- **PROBLEM DETAILS**: Your answer must be the records below repeated word for word, with no pictures in it.

──────

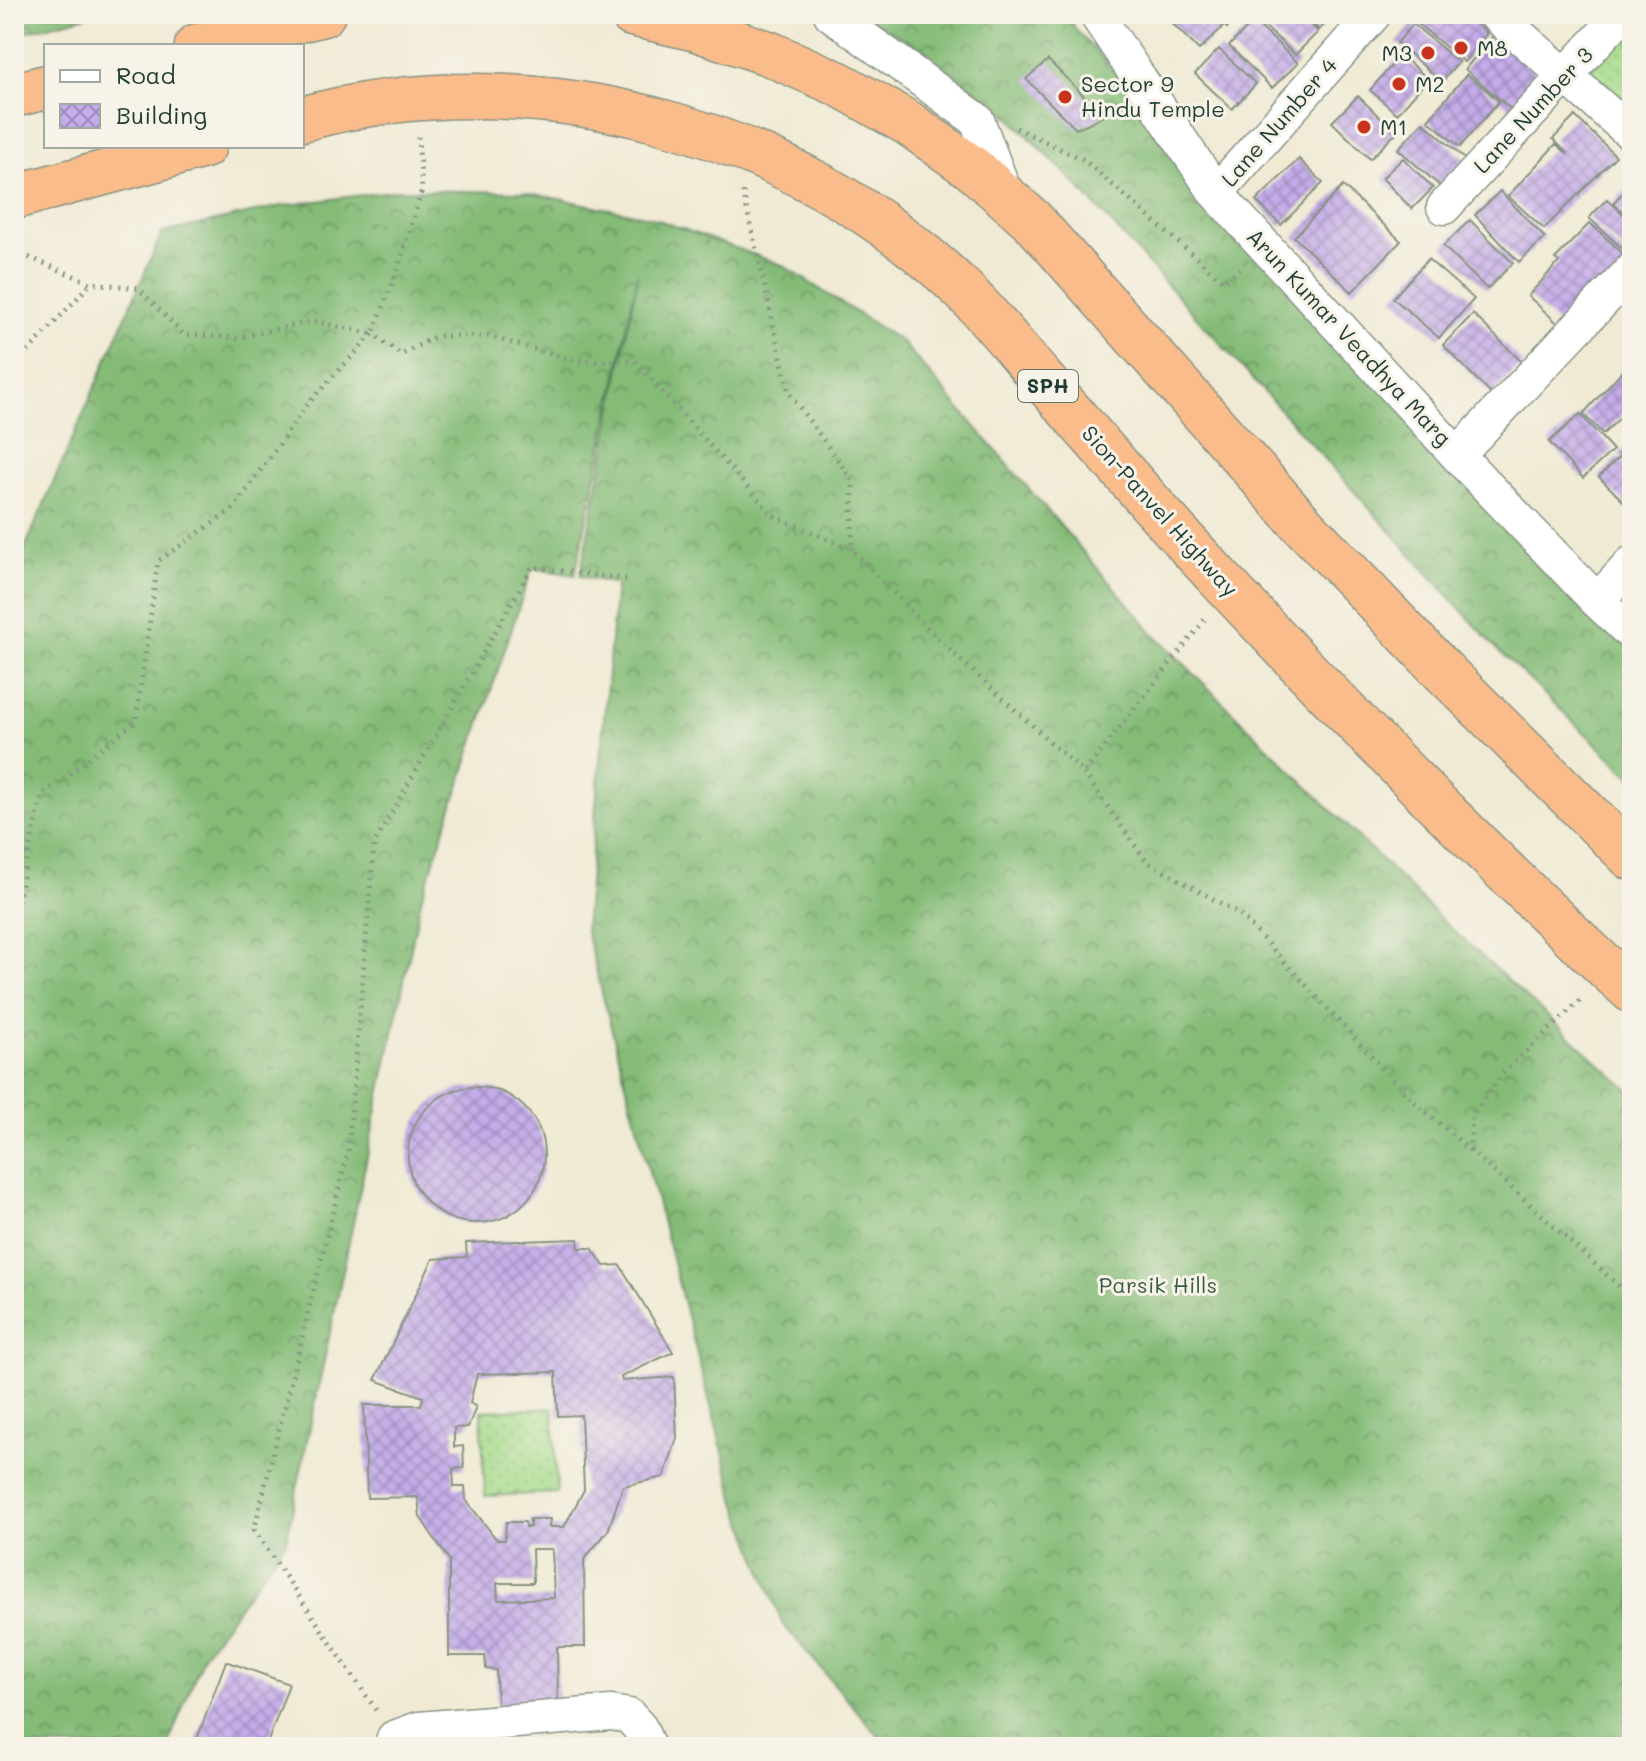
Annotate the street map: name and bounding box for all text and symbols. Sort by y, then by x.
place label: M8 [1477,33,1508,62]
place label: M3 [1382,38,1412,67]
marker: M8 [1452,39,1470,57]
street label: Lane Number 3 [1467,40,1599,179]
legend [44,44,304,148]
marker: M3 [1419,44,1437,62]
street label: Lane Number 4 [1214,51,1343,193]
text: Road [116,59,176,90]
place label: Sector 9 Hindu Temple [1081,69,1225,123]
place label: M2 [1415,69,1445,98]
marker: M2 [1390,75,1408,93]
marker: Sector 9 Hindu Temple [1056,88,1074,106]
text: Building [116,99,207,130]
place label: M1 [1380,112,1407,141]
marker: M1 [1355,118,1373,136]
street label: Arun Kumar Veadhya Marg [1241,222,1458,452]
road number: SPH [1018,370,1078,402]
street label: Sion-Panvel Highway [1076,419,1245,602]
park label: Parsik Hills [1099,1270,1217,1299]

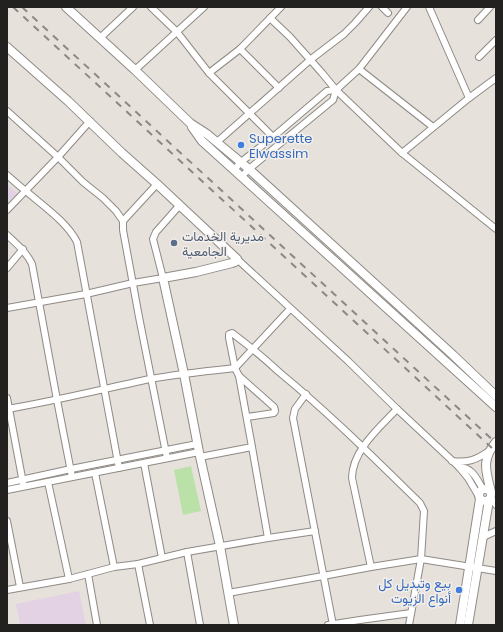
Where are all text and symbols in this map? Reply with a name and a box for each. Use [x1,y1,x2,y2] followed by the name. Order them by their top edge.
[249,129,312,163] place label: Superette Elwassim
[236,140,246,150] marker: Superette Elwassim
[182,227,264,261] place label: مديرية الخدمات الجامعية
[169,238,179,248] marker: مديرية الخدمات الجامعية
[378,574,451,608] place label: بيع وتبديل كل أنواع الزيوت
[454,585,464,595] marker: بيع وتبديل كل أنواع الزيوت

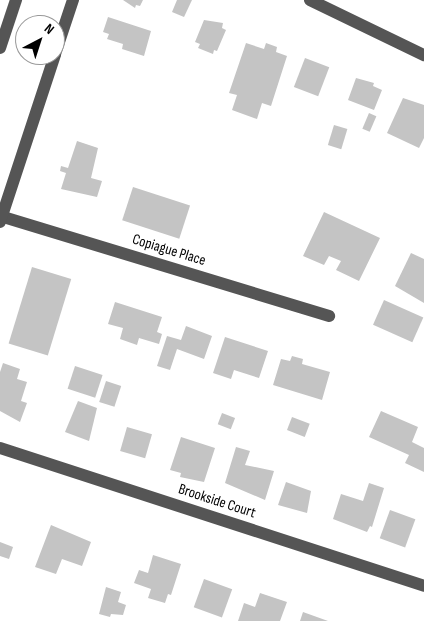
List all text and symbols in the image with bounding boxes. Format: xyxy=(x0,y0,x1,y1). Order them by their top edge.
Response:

──────

- **TASK ANSWER**:
Annotate the street map: name and bounding box for all text and symbols. Sort by y, then by x.
place label: M8 [1477,33,1508,62]
place label: M3 [1382,38,1412,67]
marker: M8 [1452,39,1470,57]
street label: Lane Number 3 [1467,40,1599,179]
legend [44,44,304,148]
marker: M3 [1419,44,1437,62]
street label: Lane Number 4 [1214,51,1343,193]
text: Road [116,59,176,90]
place label: Sector 9 Hindu Temple [1081,69,1225,123]
place label: M2 [1415,69,1445,98]
marker: M2 [1390,75,1408,93]
marker: Sector 9 Hindu Temple [1056,88,1074,106]
text: Building [116,99,207,130]
place label: M1 [1380,112,1407,141]
marker: M1 [1355,118,1373,136]
street label: Arun Kumar Veadhya Marg [1241,222,1458,452]
road number: SPH [1018,370,1078,402]
street label: Sion-Panvel Highway [1076,419,1245,602]
park label: Parsik Hills [1099,1270,1217,1299]

Where are all text and symbols in this map? Reply with a name and a box for each. Use [x1,y1,x2,y2] followed by the name. Order them by their top edge.
[249,129,312,163] place label: Superette Elwassim
[236,140,246,150] marker: Superette Elwassim
[182,227,264,261] place label: مديرية الخدمات الجامعية
[169,238,179,248] marker: مديرية الخدمات الجامعية
[378,574,451,608] place label: بيع وتبديل كل أنواع الزيوت
[454,585,464,595] marker: بيع وتبديل كل أنواع الزيوت

List all text and symbols in the image with bounding boxes. Format: xyxy=(x0,y0,x1,y1). Order them by their top edge.
Response:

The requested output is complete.